The two are only really semi-co-dependent. The FTSE 100 contains so much international exposure as to be almost entirely US dollar sensitive, but the fact that these two markets got a big dose of volatility at the end of May and into June says much about current market sentiment: it’s cautious and it’s jumpy. Cautiously nervous? Nervously cautious? Whichever it is, it doesn’t like loud bangs!
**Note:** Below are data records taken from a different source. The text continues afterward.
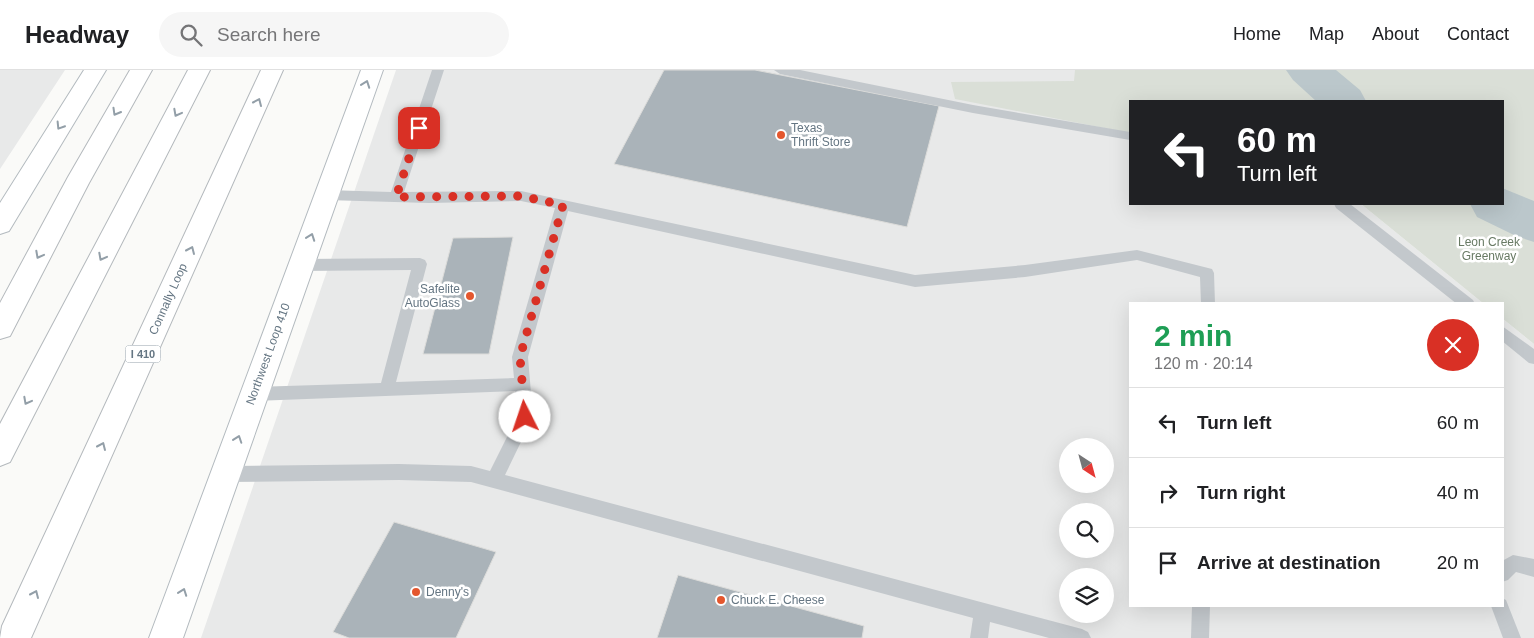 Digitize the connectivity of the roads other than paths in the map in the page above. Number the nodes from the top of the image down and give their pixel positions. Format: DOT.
graph roads {
  1 [pos="95,70"];
  2 [pos="140,70"];
  3 [pos="199,70"];
  4 [pos="272,70"];
  5 [pos="372,70"];
  6 [pos="438,70"];
  7 [pos="780,70"];
  8 [pos="1129,136"];
  9 [pos="326,194"];
  10 [pos="396,197"];
  11 [pos="563,205"];
  12 [pos="1342,205"];
  13 [pos="0,224"];
  14 [pos="301,265"];
  15 [pos="1208,302"];
  16 [pos="1465,302"];
  17 [pos="0,328"];
  18 [pos="1504,334"];
  19 [pos="1534,358"];
  20 [pos="523,384"];
  21 [pos="387,389"];
  22 [pos="254,394"];
  23 [pos="0,453"];
  24 [pos="226,474"];
  25 [pos="494,480"];
  26 [pos="1534,568"];
  27 [pos="1504,572"];
  28 [pos="1201,607"];
  29 [pos="1500,607"];
  30 [pos="983,612"];
  31 [pos="14,638"];
  32 [pos="166,638"];
  33 [pos="979,638"];
  34 [pos="1082,638"];
  35 [pos="1200,638"];
  36 [pos="1512,638"];
  1 -- 13 [label="main road, one-way"];
  2 -- 17 [label="main road, one-way"];
  3 -- 23 [label="main road, one-way"];
  31 -- 4 [label="main road, Connally Loop / I 410, one-way"];
  9 -- 5 [label="main road, Northwest Loop 410, one-way"];
  6 -- 10 [label="lane"];
  7 -- 8 [label="lane"];
  9 -- 10 [label="lane"];
  14 -- 9 [label="main road, Northwest Loop 410, one-way"];
  10 -- 11 [label="lane"];
  11 -- 15 [label="lane"];
  11 -- 20 [label="lane"];
  12 -- 16 [label="lane"];
  14 -- 21 [label="lane"];
  14 -- 22 [label="main road, Northwest Loop 410"];
  18 -- 19 [label="lane"];
  20 -- 21 [label="lane"];
  20 -- 25 [label="lane"];
  21 -- 22 [label="lane"];
  24 -- 22 [label="main road, Northwest Loop 410, one-way"];
  24 -- 25 [label="lane"];
  32 -- 24 [label="main road, Northwest Loop 410, one-way"];
  25 -- 30 [label="lane"];
  26 -- 27 [label="lane"];
  28 -- 35 [label="lane"];
  29 -- 36 [label="lane"];
  30 -- 33 [label="lane"];
  30 -- 34 [label="lane"];
} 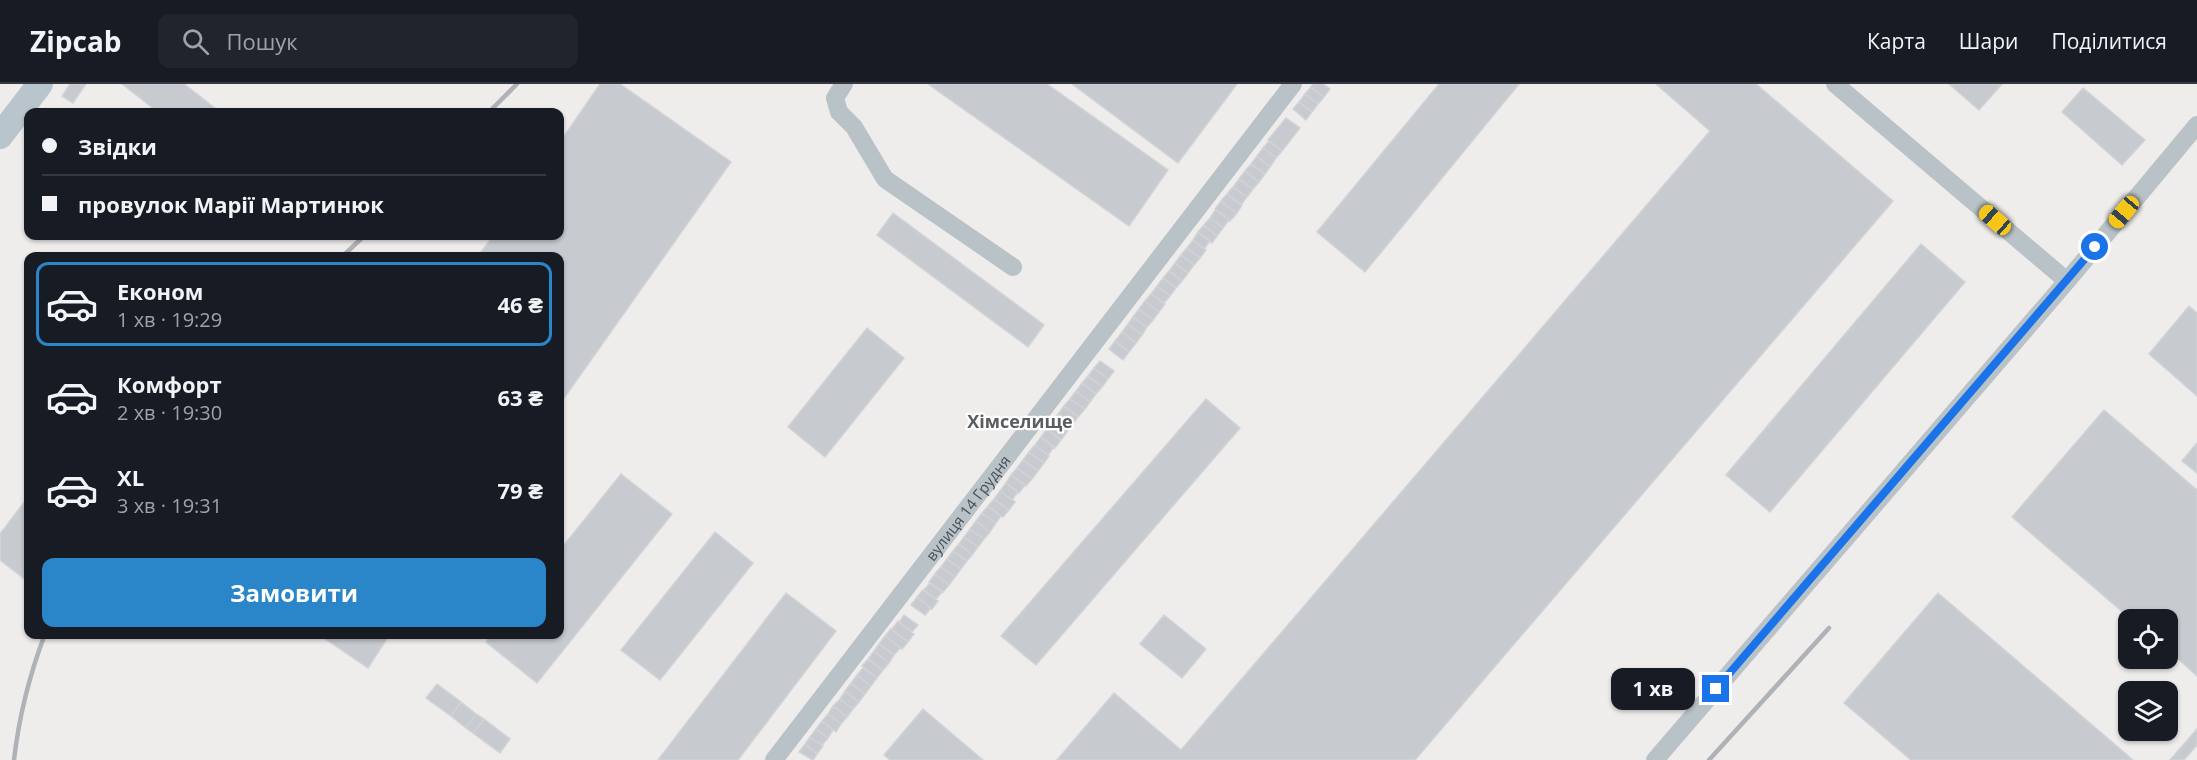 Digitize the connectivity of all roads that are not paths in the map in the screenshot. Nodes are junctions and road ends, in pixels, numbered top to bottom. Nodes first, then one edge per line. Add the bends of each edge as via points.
1 (40, 84) edge
2 (844, 84) edge
3 (1293, 84) edge
4 (1835, 84) edge
5 (2197, 125) edge
6 (0, 136) edge
7 (1013, 267) dead end
8 (2067, 281) junction
9 (774, 760) edge
10 (1655, 760) edge

1 - 6 street
2 - 7 street via 835,98 839,112 854,127 885,179
3 - 9 street, вулиця 14 Грудня
4 - 8 street
5 - 8 street
8 - 10 street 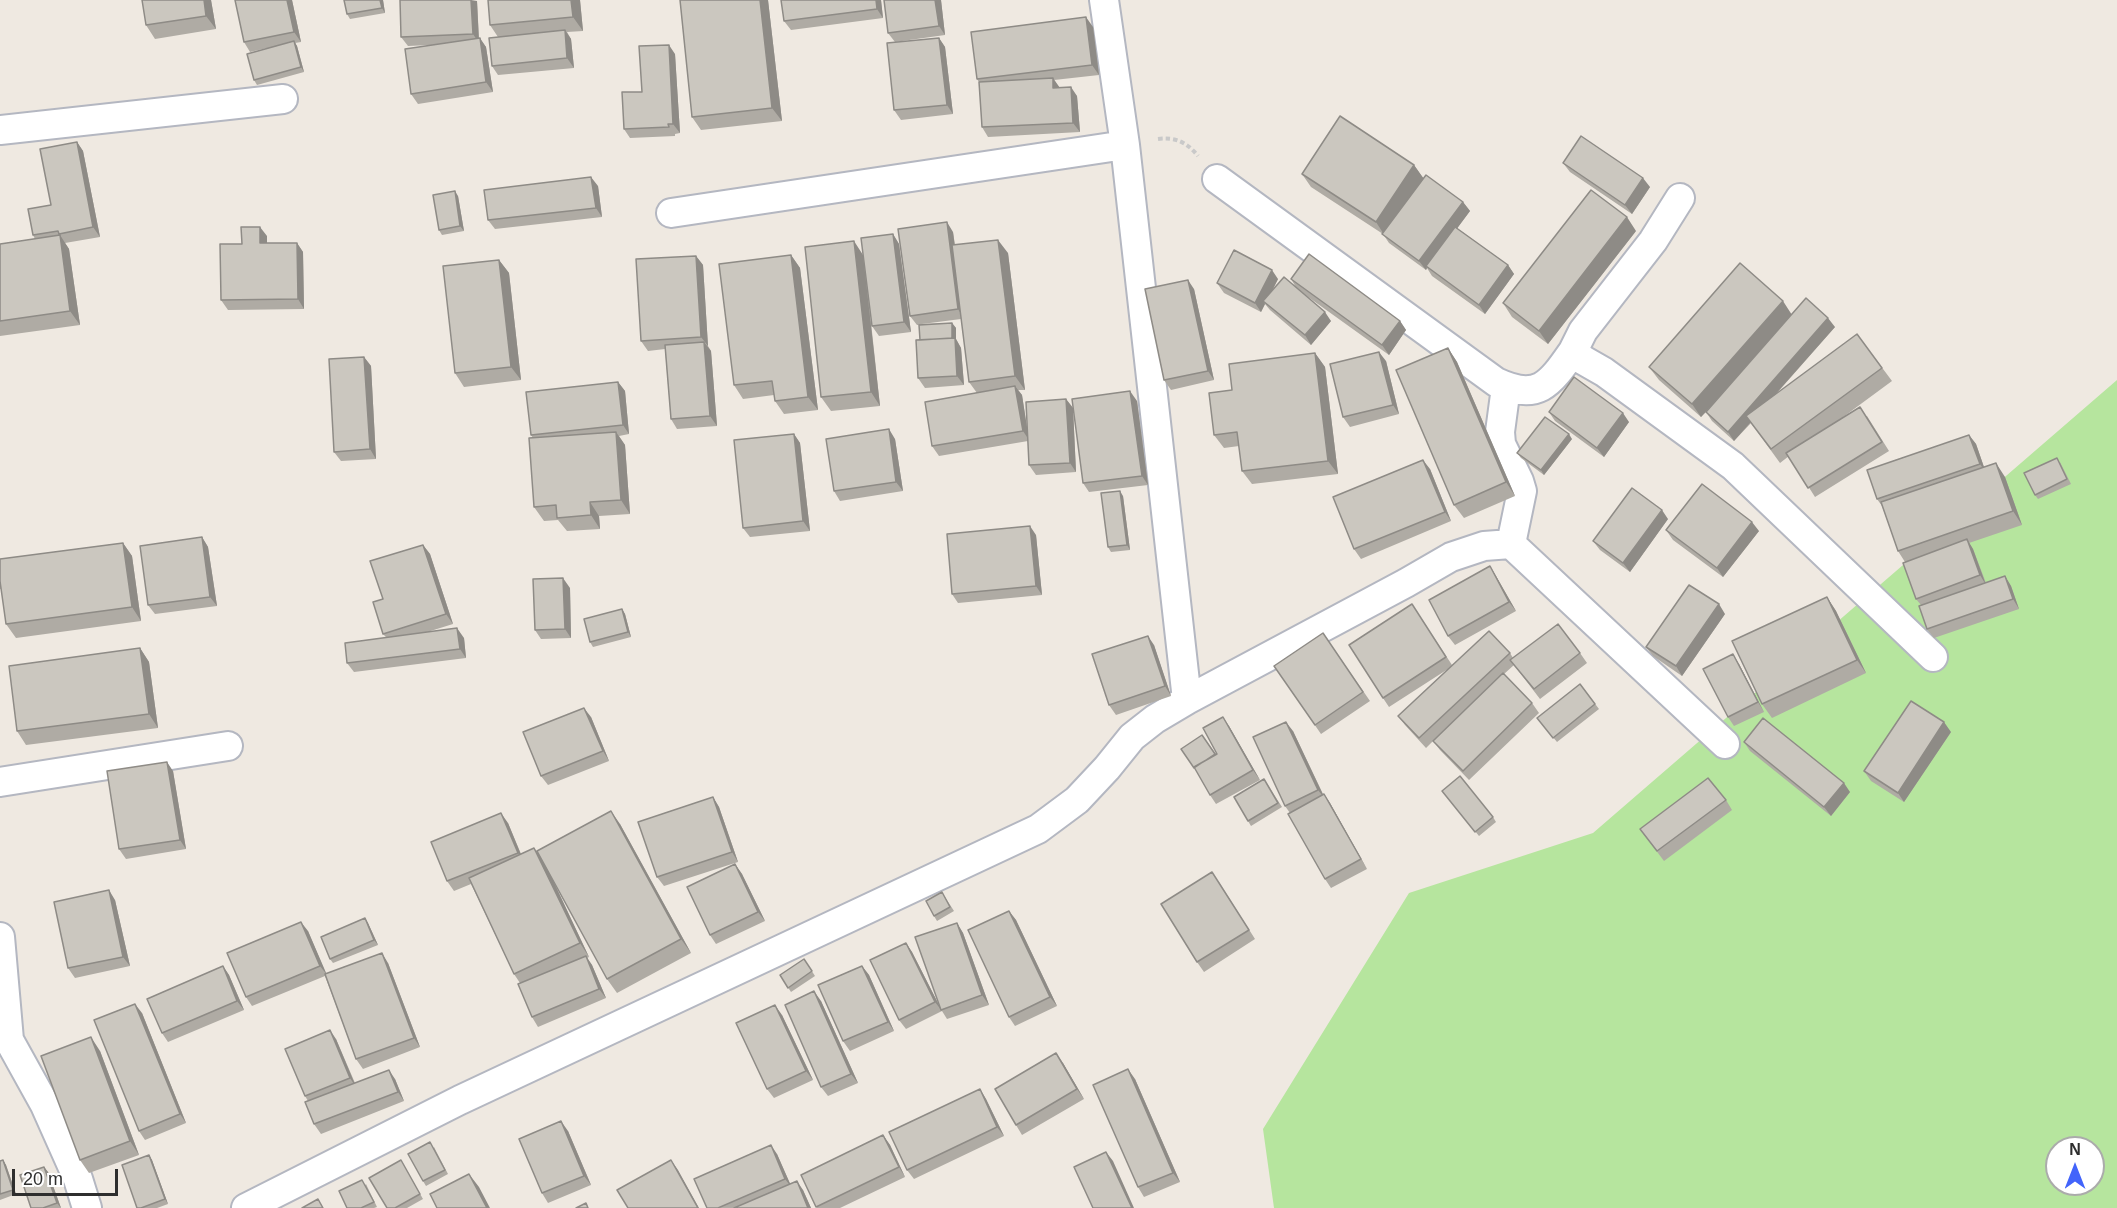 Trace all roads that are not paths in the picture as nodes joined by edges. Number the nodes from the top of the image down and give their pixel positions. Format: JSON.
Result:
{"nodes":[{"id":1,"x":1104,"y":0,"type":"edge"},
{"id":2,"x":283,"y":99,"type":"dead end"},
{"id":3,"x":0,"y":130,"type":"edge"},
{"id":4,"x":1125,"y":145,"type":"junction"},
{"id":5,"x":1217,"y":179,"type":"road end"},
{"id":6,"x":1680,"y":198,"type":"dead end"},
{"id":7,"x":671,"y":213,"type":"dead end"},
{"id":8,"x":1573,"y":351,"type":"junction"},
{"id":9,"x":1506,"y":387,"type":"junction"},
{"id":10,"x":1511,"y":544,"type":"junction"},
{"id":11,"x":1933,"y":657,"type":"dead end"},
{"id":12,"x":1187,"y":700,"type":"junction"},
{"id":13,"x":1725,"y":744,"type":"dead end"},
{"id":14,"x":228,"y":746,"type":"dead end"},
{"id":15,"x":0,"y":782,"type":"edge"},
{"id":16,"x":0,"y":937,"type":"edge"},
{"id":17,"x":87,"y":1208,"type":"edge"},
{"id":18,"x":246,"y":1208,"type":"edge"}],
"edges":[{"from":1,"to":4,"type":"street"},
{"from":2,"to":3,"type":"street"},
{"from":4,"to":7,"type":"street"},
{"from":4,"to":12,"type":"street"},
{"from":5,"to":9,"type":"street"},
{"from":6,"to":8,"type":"street"},
{"from":8,"to":9,"type":"street"},
{"from":8,"to":11,"type":"street"},
{"from":9,"to":10,"type":"street"},
{"from":10,"to":12,"type":"street"},
{"from":10,"to":13,"type":"street"},
{"from":12,"to":18,"type":"street"},
{"from":14,"to":15,"type":"street"},
{"from":16,"to":17,"type":"street"}]}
Whoever chose June as the month in which the UK would vote on its future relationship with, let’s face it, the rest of the civilised world could not have predicted that we’d also find ourselves once more staring down the barrel of the US Fed’s proverbial interest rate cannon. And while a mere 25bp rate hike is surely nothing to be worried about, now we’re here, it’s natural to wonder what effect one will have on the other. Might the Fed hold off because of Brexit risk? After all, last September it held off because of “international headwinds”. International headwinds have been a feature of the world for, like, ever. Yet Brexit has no real precedent. On the other hand the Fed went ahead in December, right in the middle of a hideous time for stock markets, just because some jobs were added in the US economy.
The dilemma that faces policymakers right now is hardly a subtle one. June is sure to be a tumultuous month because, right in the middle of it, there’s a potentially paradigm-shifting referendum in the UK. Whatever the outcome, the potential for considerable political unrest in both the UK and Europe is very real indeed, so July may also throw up the sorts of international headwinds the FOMC loathes so much.
All that considered, June might actually present the more realistic opportunity. Will the US simply get it out of the way and adopt the brace position for what will surely follow?! Whatever happens, we can be sure that the FTSE 100 index and the GBP/USD pair will find themselves with few hiding places, if any, for the remainder of the year. It’s time to buckle up.